Squeezing in time to find, read, interpret, and figure out how to apply the results of research articles is difficult at best. Honestly, when I was a school therapist, although I wanted to read them, writing eligibility reports and IEPs, planning therapy, etc., being with my family, and living life took precedence.
 
If you have the same conundrum, I hope this once-a-month Research Review helps fill your needs.
 
I’ll do my best to choose articles that are beneficial and pertinent to therapy. (My personal bias is that ALL research should be therapeutically beneficial, but alas, it isn’t.)

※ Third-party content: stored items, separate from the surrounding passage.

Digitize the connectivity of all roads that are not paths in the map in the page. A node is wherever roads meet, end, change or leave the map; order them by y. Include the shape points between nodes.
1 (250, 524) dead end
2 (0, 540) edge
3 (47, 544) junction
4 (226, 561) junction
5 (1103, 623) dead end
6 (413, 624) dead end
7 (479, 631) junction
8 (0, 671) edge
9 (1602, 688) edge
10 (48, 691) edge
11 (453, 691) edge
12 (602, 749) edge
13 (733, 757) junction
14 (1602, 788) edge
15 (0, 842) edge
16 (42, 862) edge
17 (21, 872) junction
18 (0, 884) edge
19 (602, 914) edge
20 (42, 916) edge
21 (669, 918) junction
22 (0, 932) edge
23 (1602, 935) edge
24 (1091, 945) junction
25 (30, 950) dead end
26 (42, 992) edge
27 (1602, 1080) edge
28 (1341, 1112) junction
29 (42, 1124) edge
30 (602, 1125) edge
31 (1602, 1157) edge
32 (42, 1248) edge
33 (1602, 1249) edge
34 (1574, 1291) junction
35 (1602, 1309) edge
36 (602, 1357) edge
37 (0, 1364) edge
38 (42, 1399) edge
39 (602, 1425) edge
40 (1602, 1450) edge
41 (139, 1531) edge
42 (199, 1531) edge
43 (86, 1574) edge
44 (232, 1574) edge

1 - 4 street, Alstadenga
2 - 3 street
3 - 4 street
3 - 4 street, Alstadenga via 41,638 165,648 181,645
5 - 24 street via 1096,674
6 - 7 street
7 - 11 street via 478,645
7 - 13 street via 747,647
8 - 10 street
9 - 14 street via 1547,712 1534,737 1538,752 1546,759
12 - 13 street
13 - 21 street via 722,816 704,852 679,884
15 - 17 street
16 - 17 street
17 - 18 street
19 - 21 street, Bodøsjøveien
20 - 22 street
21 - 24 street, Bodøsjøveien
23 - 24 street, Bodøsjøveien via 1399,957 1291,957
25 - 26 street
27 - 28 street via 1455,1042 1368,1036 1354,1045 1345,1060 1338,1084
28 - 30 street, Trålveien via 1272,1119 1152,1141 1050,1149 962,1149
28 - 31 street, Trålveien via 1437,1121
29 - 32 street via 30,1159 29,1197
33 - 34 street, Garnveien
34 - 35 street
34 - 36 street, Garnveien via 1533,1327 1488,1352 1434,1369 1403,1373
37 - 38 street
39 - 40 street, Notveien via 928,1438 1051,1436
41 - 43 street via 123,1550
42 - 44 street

Today is the first Research Review.
 
Following is a summary of the article, interspersed with my thoughts. My personal comments are in italics.
 
I think you’ll appreciate the practicality of this research compilation. In fact, when an article begins with a dialogue between a low-verbal 2-year old and a Speech-Language Pathologist (SLP) during therapy, you know it’s going to be practical. This article is extremely relevant and beneficial to any SLP that works with young children who struggle to talk.
 
Article
When “Simon Says” Doesn’t Work: Alternatives to Imitation for Facilitating Early Speech Development (2009)
 
Authors
Laura S. DeTorne, University of Illinois at Urbana-Champaign
Cynthia J. Johnson, University of Illinois at Urbana-Champaign
Louise Walder, Private Practice, Mahomet, IL
Jaime Mahurin-Smith, University of Illinois at Urbana-Champaign
 
Journal
American Journal of Speech-Language Pathology, Vol. 18, pages 133-145, May 2009
 
Link to the online article at ASHA's website; Click Here.
 
Purpose
To provide clinicians with evidence-based strategies to facilitate early speech development in young children who are not readily imitating sounds. Relevant populations include, but are not limited to, children with autism spectrum disorders, childhood apraxia of speech, and late-talking toddlers.
 
Method
Through multifaceted search procedures, the authors found experimental support for six (6) treatment strategies that have been used to facilitate speech development in young children with developmental disabilities. A summary is provided of the underlying rationale, empirical support, and specific intervention examples for each of the six strategies.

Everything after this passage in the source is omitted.